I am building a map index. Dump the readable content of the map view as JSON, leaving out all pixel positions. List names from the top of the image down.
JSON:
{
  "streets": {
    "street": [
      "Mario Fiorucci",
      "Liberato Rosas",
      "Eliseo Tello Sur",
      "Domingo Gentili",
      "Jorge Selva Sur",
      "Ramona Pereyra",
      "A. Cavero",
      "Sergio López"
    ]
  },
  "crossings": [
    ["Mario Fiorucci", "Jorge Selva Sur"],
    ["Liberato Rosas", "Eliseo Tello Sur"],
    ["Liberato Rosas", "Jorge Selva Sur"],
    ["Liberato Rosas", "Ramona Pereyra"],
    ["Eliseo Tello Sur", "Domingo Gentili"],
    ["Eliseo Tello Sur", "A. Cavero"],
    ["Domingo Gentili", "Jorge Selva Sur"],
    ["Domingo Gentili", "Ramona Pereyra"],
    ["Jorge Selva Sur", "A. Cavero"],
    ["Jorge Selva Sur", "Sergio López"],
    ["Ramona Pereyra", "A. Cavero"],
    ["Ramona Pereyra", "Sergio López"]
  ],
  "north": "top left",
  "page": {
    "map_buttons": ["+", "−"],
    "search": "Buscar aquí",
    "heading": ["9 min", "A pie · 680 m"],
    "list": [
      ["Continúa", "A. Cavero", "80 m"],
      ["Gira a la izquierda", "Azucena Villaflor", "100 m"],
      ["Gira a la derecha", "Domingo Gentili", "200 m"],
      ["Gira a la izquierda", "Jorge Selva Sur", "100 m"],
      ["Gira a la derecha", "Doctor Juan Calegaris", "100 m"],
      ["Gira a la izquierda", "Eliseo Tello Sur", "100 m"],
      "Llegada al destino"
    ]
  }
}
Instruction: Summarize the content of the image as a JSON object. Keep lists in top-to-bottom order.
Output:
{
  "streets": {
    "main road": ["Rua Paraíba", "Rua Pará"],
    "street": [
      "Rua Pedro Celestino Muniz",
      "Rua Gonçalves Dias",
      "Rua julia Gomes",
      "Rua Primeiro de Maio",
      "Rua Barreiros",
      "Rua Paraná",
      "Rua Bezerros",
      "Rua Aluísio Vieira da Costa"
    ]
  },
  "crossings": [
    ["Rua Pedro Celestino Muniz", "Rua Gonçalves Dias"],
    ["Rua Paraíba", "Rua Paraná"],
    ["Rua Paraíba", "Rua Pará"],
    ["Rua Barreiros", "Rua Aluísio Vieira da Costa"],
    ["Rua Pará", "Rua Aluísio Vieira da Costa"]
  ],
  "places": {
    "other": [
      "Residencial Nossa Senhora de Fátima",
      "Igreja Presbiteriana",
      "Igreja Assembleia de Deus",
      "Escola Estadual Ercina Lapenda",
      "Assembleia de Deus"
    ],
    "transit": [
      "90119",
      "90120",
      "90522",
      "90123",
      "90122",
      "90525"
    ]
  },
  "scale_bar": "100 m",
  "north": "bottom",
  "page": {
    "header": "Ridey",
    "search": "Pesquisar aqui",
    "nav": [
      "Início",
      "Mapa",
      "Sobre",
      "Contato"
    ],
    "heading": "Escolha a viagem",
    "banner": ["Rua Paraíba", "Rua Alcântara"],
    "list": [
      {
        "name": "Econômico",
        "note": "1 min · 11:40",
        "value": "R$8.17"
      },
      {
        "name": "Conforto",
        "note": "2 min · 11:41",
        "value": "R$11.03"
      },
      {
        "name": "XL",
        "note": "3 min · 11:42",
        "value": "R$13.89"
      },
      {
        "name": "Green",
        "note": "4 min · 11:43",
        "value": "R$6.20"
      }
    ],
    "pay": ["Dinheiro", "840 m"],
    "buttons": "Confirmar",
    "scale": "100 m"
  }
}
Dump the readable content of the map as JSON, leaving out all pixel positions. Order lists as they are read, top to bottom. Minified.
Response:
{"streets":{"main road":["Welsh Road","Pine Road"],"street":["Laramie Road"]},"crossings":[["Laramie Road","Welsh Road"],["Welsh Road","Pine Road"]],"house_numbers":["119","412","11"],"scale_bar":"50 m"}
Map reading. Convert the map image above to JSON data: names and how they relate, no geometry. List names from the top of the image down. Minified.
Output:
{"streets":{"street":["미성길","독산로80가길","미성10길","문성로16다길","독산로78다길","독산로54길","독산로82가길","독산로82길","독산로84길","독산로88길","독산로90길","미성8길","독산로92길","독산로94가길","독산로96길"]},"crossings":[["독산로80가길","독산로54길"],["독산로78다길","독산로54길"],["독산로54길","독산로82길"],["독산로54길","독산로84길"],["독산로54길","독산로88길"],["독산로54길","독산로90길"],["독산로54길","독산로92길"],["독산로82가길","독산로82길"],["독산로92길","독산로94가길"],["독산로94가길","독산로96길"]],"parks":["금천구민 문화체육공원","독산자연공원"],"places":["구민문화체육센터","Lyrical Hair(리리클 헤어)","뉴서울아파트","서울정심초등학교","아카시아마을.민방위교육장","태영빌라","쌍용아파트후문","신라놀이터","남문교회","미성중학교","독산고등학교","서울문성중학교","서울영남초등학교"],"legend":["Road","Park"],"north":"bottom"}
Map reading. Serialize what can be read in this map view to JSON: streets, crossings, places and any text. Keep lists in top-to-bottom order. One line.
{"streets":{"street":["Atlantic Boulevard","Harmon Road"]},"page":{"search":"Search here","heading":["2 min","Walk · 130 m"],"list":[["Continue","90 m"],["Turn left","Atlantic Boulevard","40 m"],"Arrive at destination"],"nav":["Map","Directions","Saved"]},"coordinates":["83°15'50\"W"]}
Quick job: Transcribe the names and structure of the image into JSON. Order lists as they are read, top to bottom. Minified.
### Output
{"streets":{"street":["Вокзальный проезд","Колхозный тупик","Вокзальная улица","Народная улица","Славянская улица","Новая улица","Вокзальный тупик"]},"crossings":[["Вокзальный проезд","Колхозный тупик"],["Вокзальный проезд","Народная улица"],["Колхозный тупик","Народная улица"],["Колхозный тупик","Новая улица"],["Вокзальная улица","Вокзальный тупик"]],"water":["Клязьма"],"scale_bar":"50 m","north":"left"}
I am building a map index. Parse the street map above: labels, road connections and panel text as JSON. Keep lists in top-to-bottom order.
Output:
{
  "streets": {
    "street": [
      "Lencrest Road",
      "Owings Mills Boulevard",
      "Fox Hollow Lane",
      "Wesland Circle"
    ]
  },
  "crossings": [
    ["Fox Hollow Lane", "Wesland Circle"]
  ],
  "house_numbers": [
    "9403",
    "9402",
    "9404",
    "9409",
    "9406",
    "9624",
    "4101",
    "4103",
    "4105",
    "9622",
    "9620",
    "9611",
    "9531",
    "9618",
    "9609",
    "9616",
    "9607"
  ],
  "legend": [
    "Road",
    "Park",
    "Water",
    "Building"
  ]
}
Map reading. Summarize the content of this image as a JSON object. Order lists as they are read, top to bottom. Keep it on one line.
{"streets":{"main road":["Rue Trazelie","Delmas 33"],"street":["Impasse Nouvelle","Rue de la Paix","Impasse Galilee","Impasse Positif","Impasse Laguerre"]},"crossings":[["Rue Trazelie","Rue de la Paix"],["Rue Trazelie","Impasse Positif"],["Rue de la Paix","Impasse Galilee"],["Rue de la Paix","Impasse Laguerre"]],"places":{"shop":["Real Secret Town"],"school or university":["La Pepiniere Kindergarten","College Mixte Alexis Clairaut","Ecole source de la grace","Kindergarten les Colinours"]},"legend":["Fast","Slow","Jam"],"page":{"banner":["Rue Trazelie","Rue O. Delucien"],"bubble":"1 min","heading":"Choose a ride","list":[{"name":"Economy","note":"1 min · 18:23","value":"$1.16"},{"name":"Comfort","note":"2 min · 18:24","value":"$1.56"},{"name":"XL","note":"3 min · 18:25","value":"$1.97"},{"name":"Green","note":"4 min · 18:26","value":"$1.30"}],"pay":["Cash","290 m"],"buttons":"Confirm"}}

------------------------------------

**Problem:** Within the listing above, extract exactly the lines from the line with "Map reading. Serialize" to the line with "I am building a map index. Parse", the two named lines included, and no others.

**Reply to the task:**
Map reading. Serialize what can be read in this map view to JSON: streets, crossings, places and any text. Keep lists in top-to-bottom order. One line.
{"streets":{"street":["Atlantic Boulevard","Harmon Road"]},"page":{"search":"Search here","heading":["2 min","Walk · 130 m"],"list":[["Continue","90 m"],["Turn left","Atlantic Boulevard","40 m"],"Arrive at destination"],"nav":["Map","Directions","Saved"]},"coordinates":["83°15'50\"W"]}
Quick job: Transcribe the names and structure of the image into JSON. Order lists as they are read, top to bottom. Minified.
### Output
{"streets":{"street":["Вокзальный проезд","Колхозный тупик","Вокзальная улица","Народная улица","Славянская улица","Новая улица","Вокзальный тупик"]},"crossings":[["Вокзальный проезд","Колхозный тупик"],["Вокзальный проезд","Народная улица"],["Колхозный тупик","Народная улица"],["Колхозный тупик","Новая улица"],["Вокзальная улица","Вокзальный тупик"]],"water":["Клязьма"],"scale_bar":"50 m","north":"left"}
I am building a map index. Parse the street map above: labels, road connections and panel text as JSON. Keep lists in top-to-bottom order.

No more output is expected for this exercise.